Arapiraca: árvore frondosa e acolhedora. A descrição aparece em vários relatos que contam a história do município e a origem do seu nome. Ela bem representa a relação da cidade com o povo que nela fez morada. A sua privilegiada posição geográfica, situada no centro do Estado de Alagoas, é um dos fatores responsáveis para que o município se destaque em relação aos demais do interior alagoano. Mas não somente.

Quem vem de outras cidades e se estabelece em Arapiraca, costuma apresentar o mesmo argumento, quando questionado sobre o fator motivador que o fez vir e permanecer no município: o de que se trata de uma cidade acolhedora e próspera.

Essa percepção remete ao episódio da chegada de Manoel André, vindo do povoado de Cacimbinhas, pertencente ao município de Palmeira dos Índios, em 1848, quando escolheu a árvore Arapiraca para descansar e acampar, em dia de sol e muito calor, segundo a tradição popular. Justamente por considerá-la frondosa e acolhedora.
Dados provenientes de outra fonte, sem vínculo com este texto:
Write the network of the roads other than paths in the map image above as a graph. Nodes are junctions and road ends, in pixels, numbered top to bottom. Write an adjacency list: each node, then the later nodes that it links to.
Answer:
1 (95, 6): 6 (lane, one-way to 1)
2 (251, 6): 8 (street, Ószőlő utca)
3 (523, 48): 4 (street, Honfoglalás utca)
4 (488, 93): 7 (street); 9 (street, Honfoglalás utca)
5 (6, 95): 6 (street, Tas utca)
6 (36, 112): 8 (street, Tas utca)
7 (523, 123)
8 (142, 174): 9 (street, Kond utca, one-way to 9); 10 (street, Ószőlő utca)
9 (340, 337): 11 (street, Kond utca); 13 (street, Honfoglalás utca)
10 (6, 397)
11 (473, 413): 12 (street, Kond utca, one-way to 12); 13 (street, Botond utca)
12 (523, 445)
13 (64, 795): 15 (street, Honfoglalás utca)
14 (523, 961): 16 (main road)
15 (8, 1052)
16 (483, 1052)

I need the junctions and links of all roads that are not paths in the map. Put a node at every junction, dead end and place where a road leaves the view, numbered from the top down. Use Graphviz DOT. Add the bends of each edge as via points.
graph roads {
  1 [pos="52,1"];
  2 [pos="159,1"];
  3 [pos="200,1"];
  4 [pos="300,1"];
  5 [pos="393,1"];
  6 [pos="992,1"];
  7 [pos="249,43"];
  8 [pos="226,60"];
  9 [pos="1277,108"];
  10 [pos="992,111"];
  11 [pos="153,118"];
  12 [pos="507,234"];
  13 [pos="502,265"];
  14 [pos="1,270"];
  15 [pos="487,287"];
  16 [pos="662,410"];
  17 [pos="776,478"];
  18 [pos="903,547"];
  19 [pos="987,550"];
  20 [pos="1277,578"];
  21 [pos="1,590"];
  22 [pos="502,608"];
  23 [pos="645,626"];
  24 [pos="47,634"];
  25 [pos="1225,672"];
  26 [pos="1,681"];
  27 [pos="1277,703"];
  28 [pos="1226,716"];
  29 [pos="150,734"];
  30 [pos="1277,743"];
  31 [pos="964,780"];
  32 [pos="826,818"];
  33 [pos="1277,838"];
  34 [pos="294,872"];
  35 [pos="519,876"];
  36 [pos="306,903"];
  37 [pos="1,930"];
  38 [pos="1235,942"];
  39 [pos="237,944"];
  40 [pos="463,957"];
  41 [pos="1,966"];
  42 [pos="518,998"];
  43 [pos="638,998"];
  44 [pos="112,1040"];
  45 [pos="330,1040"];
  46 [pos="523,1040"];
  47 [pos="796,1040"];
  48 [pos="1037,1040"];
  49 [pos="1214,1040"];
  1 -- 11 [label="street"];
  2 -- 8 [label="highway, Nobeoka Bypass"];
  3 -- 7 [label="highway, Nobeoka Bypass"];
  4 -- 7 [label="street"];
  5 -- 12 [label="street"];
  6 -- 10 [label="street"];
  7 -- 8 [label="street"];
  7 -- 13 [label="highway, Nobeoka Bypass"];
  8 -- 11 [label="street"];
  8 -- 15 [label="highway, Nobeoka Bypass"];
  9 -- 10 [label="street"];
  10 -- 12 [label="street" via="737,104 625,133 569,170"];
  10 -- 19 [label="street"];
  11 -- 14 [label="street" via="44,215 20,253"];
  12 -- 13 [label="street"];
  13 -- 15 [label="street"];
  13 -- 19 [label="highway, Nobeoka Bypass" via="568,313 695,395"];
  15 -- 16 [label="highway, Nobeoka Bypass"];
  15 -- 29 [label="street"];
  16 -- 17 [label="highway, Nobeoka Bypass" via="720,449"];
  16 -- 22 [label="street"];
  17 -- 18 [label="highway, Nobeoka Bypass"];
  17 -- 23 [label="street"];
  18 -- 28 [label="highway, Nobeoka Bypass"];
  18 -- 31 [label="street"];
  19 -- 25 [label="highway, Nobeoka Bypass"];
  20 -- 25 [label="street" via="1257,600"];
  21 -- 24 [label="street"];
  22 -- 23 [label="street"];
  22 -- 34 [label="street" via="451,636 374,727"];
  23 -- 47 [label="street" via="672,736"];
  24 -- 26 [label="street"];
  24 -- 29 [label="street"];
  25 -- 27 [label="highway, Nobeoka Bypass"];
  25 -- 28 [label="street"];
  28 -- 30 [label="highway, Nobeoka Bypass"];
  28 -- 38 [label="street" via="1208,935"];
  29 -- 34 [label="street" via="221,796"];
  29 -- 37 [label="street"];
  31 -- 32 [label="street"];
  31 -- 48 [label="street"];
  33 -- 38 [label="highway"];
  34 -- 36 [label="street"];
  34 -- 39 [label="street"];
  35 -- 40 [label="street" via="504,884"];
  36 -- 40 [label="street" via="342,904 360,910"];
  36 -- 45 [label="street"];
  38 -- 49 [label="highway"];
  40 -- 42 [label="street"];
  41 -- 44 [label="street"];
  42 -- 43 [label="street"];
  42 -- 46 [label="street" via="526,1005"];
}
“Essa Arapiraca, por enquanto, é a minha casa”, teria dito Manoel André. E esse seria o primeiro marco histórico e o referencial inicial da futura cidade, que recebeu o nome da árvore e tomou para si as suas características.  No mesmo ano fixou residência com a sua família, em terra comprada por seu sogro, Amaro da Silva Valente.

Relatos descrevem que Manoel André saiu de Cacimbinhas, Palmeira dos Índios, onde estava morando com a família da sua esposa, Maria da Silva Valente, motivado pela esperança de encontrar uma terra favorável para fixar residência e atender as expectativas de aumentar os seus rendimentos com a agricultura.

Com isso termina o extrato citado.